A woebegone garage in Scipio, Utah, on my way to Moab.
Back in the desert scrub. Then, before you know it, things really start to get dry.
Part of the ancient seabed in the San Rafael Swell… layers of gray shale spill out down below, limestone farther up. When you get through Moab to the farming towns south of there the soil looks pretty much like a tilled version of these formations.
Closer on the same pic…
In some places, the harder rocks tilt precariously atop the softer sediments that erode faster. There were better places to show that.

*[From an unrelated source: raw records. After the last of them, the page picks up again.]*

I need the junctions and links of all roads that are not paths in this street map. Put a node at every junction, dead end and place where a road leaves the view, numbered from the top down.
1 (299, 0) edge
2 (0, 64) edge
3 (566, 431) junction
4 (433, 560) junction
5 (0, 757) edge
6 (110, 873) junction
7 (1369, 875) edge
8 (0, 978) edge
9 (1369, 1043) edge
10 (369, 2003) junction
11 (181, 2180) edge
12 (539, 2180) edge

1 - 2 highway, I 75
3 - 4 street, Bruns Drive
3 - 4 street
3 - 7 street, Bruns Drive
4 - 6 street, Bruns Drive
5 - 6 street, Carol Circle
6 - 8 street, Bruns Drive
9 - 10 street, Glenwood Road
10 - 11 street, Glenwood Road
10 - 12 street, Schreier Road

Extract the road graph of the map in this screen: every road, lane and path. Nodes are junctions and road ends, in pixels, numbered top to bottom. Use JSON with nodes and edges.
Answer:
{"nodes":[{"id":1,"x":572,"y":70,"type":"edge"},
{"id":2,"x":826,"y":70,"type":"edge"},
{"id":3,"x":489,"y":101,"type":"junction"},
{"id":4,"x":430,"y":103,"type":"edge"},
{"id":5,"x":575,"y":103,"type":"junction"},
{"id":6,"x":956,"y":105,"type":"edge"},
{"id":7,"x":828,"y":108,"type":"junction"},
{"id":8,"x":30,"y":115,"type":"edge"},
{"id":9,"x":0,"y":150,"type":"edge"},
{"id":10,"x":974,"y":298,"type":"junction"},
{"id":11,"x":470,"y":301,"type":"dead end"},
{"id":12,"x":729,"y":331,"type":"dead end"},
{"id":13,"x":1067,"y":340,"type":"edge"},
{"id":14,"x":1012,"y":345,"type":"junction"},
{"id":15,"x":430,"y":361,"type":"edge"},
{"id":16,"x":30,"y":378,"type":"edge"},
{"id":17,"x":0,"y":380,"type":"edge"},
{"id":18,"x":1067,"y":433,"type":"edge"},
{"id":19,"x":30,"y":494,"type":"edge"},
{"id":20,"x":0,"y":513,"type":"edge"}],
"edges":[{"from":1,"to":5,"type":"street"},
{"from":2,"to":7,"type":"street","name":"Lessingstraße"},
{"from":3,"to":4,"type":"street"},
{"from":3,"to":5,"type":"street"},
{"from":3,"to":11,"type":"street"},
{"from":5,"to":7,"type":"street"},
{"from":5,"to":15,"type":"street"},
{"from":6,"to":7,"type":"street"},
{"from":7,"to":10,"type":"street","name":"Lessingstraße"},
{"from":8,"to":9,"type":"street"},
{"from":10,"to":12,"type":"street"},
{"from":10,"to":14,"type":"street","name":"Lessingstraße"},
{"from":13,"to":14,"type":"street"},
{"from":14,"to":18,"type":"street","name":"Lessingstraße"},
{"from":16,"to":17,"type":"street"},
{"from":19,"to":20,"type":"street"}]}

It was a hot ride, I didn’t stop much to document it.
Closer look on the photo above.
When we regrouped and camped in the Manti-La Sal on Thursday eve, CCjon was planning to be the first out of camp in the morning. And he was. I heard him getting under way around 2 a.m. He was interested in riding the long way to Angel Fire, through Arizona. Nestor and I opted for the direct route through Colorado.

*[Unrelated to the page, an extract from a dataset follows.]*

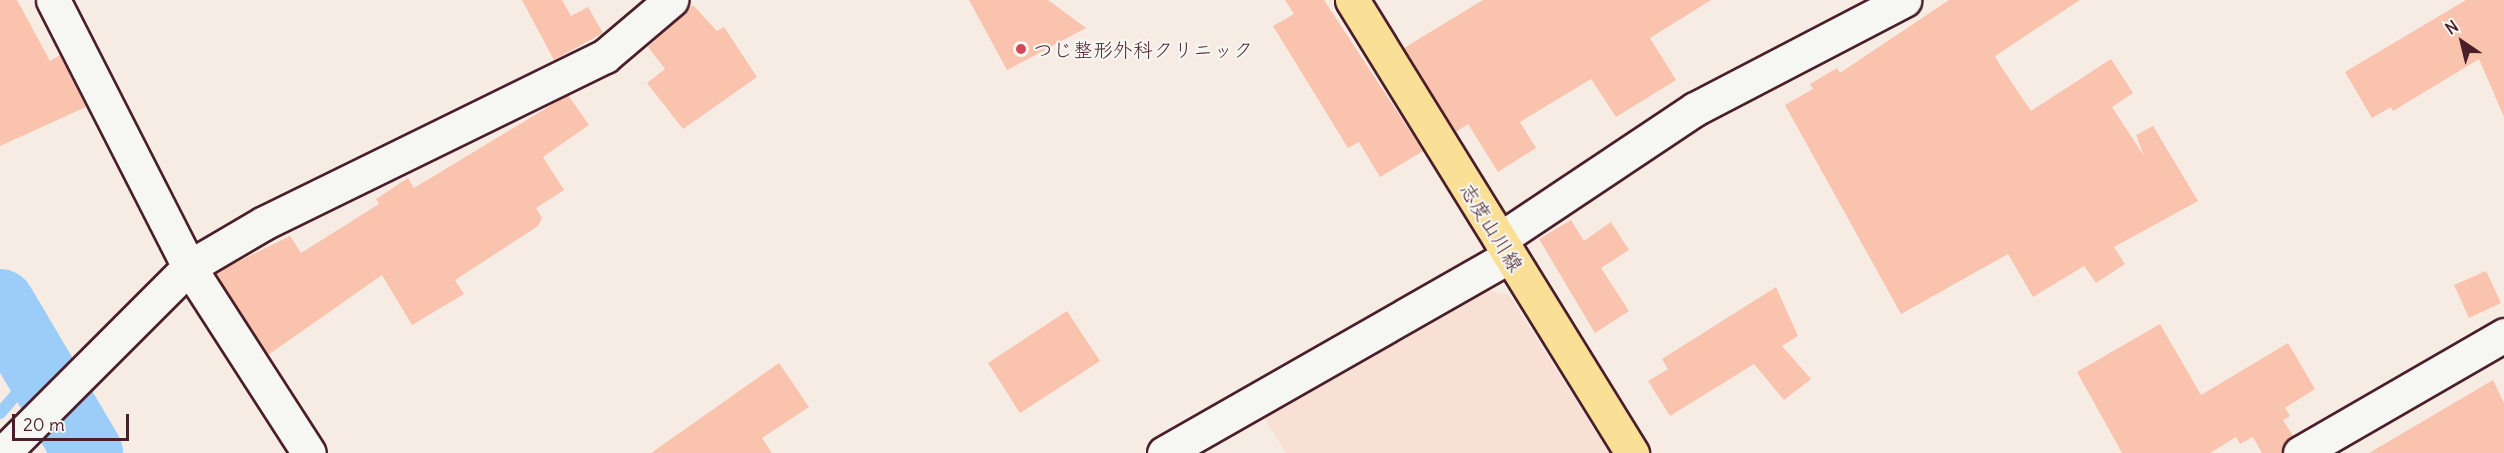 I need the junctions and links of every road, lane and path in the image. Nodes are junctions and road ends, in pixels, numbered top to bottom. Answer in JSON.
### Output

Colorado’s always a great ride. It’s as green as Utah is dry, even in the semi-arid southwest corner. Beautiful vistas of pine and cedar, fields of pinto beans, grass hay, corn wherever they have irrigation to support it. I talked to a gal emptying trash cans at a roadside store, she said they were way short on rain this year, most of the dryland bean farmers didn’t plant. Quite a few of the farm ponds we rode by were just algae puddles with cracked earth radiating out from the centers.
We stuck to the backroads… U.S. 491 out of Utah, Colorado 184, U.S. 160 through Durango to Pagosa Springs, U.S. 84 to Chama, New Mexico, U.S. 64 to Taos, and beyond to Angel Fire.
The New Mexico line, a look back into Colorado.
CCjon made it to Angel Fire before Nestor and I. He had a 6-hour jump on us and only 50 more miles to ride, his 420 to our 370.
Quite a storm gathered just west of Taos and the Rio Grande River Gorge. Nestor and I scooted by it with a minor pelting of the biggest raindrops you ever saw. We stopped for water and watched the storm build behind us. It arced quite a few lighting strikes to ground. I ate an apple and half a greasy summer sausage I had picked up in a store in Chama. We watched the raw sky edging toward us and Nestor said what we were both thinking, that it would soon be aqui! No alla… Gonna be here, man, not there…
It was still behind us when we got to Angel Fire. Then it played out or went somewhere else. We had rain overnight but it wasn’t the same bunch of thunderbumpers that had chased us across the flatlands west of Taos.
Sunset from here yesterday…
Tony DePaul, September 1, 2018, Angel Fire, New Mexico, USA
Hi Tony – We just missed you. Husband and I, daughter and niece were in Pagosa Springs (Aug.25-30), visiting a high school classmate. An outdoors- kinda- guy, he made sure we couch potatoes explored the backcountry, visiting overlooks, hidden water falls, monuments, and nearby gold-rush towns. What a trip you had!
What a coincidence! Thanks so much for following the scribble, Carol. I rolled home in time for breakfast this morning, six weeks on the road, 9,551 miles. I’ve done more miles on other rides but… also been out longer, too. Six weeks felt just about right this time.
I’m rather fond of southwestern Colorado. Besides the spectacular scenery, I’m drawn to the narrow gauge railroads of the region, my favorites being routes that no longer exist and that I never saw operate. My kids thought family vacations were supposed to be spent in Durango and camping around Telluride. Unfortunately, Telluride has been “discovered” and subsequently ruined to my way of thinking and the little “always-room-for-one-more” campground down on the San Miguel river is only open for festivals, which I avoid like the plague. Still, I go back and hike the abandoned railroad grades, thankful that I got to see Telluride before it was discovered.
Telluride… in the words of the immortal Yogi Berra, Nobody goes there anymore, it’s too crowded.